There's some really interesting neural network tricks involved in training where you train the system with all the neurons, then you selectively shut off the input of neurons and force the system to work without, and rotate those around. This is called dropout, and is used to avoid "overfitting" your solution to the problem - sometimes you can come up with a very precise fit for the input data, but given new data the solution will break because it was in effect too precise.
This article says it better than I can:
Dropout is a technique where randomly selected neurons are ignored
during training. They are “dropped-out” randomly. This means that their
contribution to the activation of downstream neurons is temporally
removed on the forward pass and any weight updates are not applied to
the neuron on the backward pass.
As a neural network learns, neuron weights settle into their context
within the network. Weights of neurons are tuned for specific features
providing some specialization. Neighboring neurons become to rely on
this specialization, which if taken too far can result in a fragile
model too specialized to the training data. This reliant on context for a
neuron during training is referred to complex co-adaptations.

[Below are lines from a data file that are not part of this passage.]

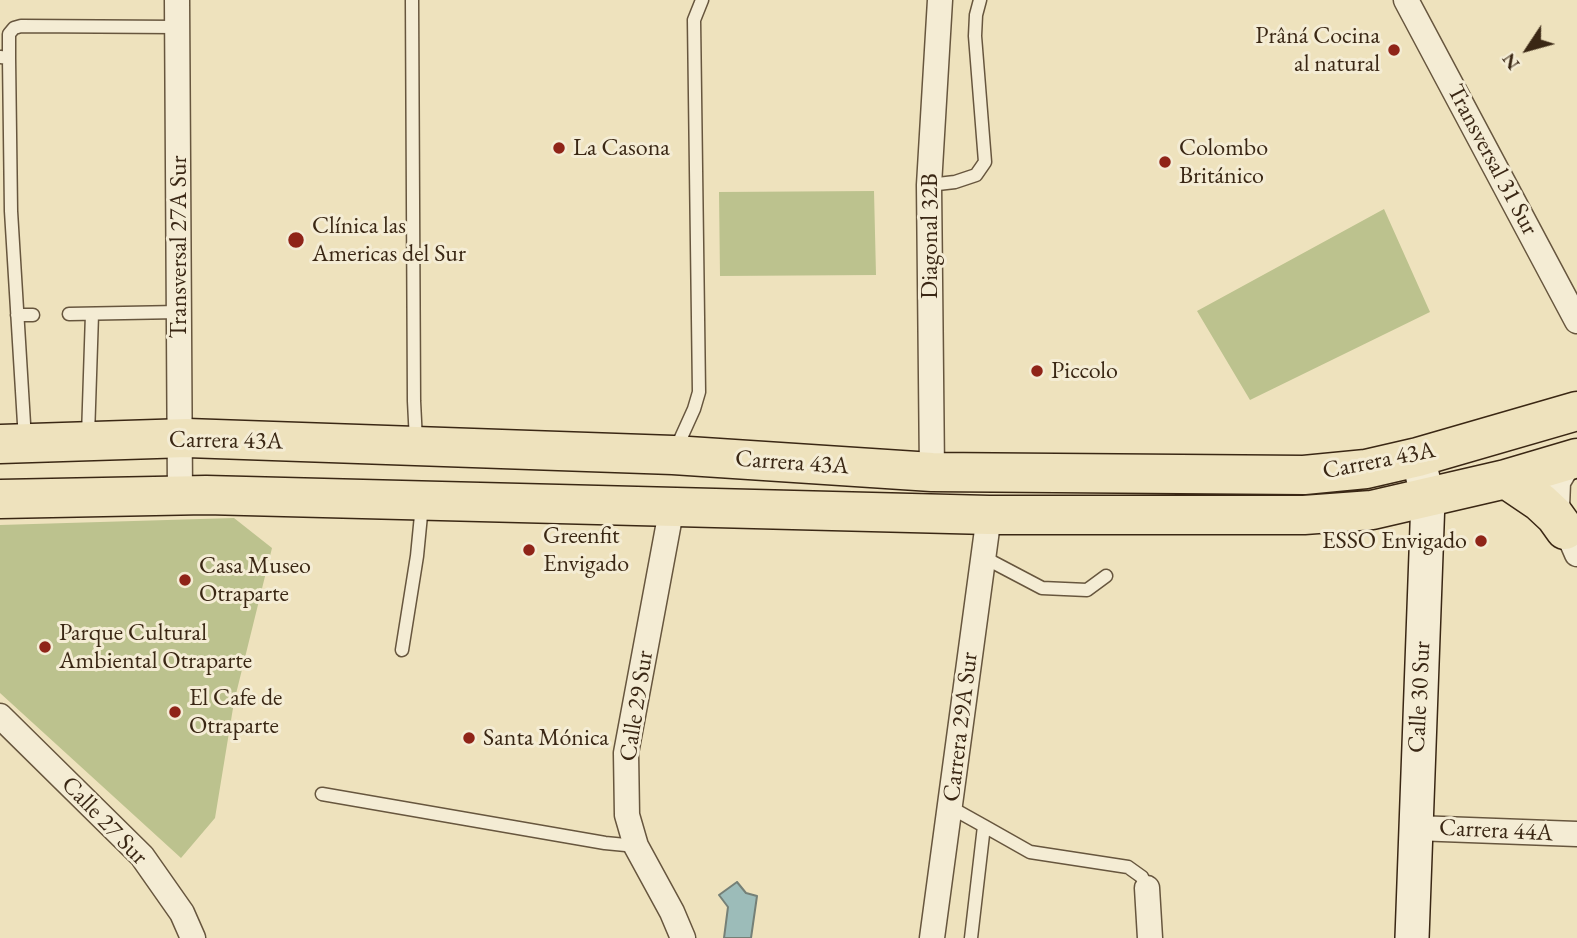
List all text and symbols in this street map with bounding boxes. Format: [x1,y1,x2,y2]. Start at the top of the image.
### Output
north arrow [1493,14,1563,84]
place label: Prâná Cocina al natural [1255,22,1380,78]
marker: Prâná Cocina al natural [1386,42,1402,58]
text: N [1496,48,1525,75]
street label: Transversal 31 Sur [1440,80,1544,240]
place label: La Casona [573,134,670,162]
place label: Colombo Británico [1179,134,1268,190]
marker: La Casona [551,140,567,156]
marker: Colombo Británico [1157,154,1173,170]
street label: Transversal 27A Sur [165,155,193,339]
street label: Diagonal 32B [916,173,944,299]
place label: Clínica las Americas del Sur [312,212,466,268]
marker: Clínica las Americas del Sur [286,230,306,250]
place label: Piccolo [1051,357,1118,385]
marker: Piccolo [1029,363,1045,379]
street label: Carrera 43A [169,426,283,456]
street label: Carrera 43A [1320,436,1438,486]
street label: Carrera 43A [734,445,850,481]
place label: Greenfit Envigado [543,522,629,578]
place label: ESSO Envigado [1322,527,1467,555]
marker: ESSO Envigado [1473,533,1489,549]
marker: Greenfit Envigado [521,542,537,558]
place label: Casa Museo Otraparte [199,552,311,608]
marker: Casa Museo Otraparte [177,572,193,588]
place label: Parque Cultural Ambiental Otraparte [59,619,252,675]
marker: Parque Cultural Ambiental Otraparte [37,639,53,655]
street label: Calle 30 Sur [1403,640,1437,754]
street label: Calle 29 Sur [614,648,660,764]
street label: Carrera 29A Sur [938,650,984,804]
place label: El Cafe de Otraparte [189,684,282,740]
marker: El Cafe de Otraparte [167,704,183,720]
place label: Santa Mónica [483,724,609,752]
marker: Santa Mónica [461,730,477,746]
street label: Calle 27 Sur [55,771,153,871]
street label: Carrera 44A [1438,814,1554,848]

You can imagine that if neurons are randomly dropped out of the
network during training, that other neurons will have to step in and
handle the representation required to make predictions for the missing
neurons. This is believed to result in multiple independent internal
representations being learned by the network.
I do wonder if we as humans tend to overfit when we solve problems way too much. I do a bit of machine learning (though I'm not expert, and would not insult one by saying I could hold a candle to them), and often need to remind my boss/peers that while the hypothesis we proved looks good with THIS data set, we need to look at many data sets and make sure we didn't just get lucky.
AlphaGo has probably looked at far more data than an all of humanity to train it's best practices, without the premature optimization traps we fall into.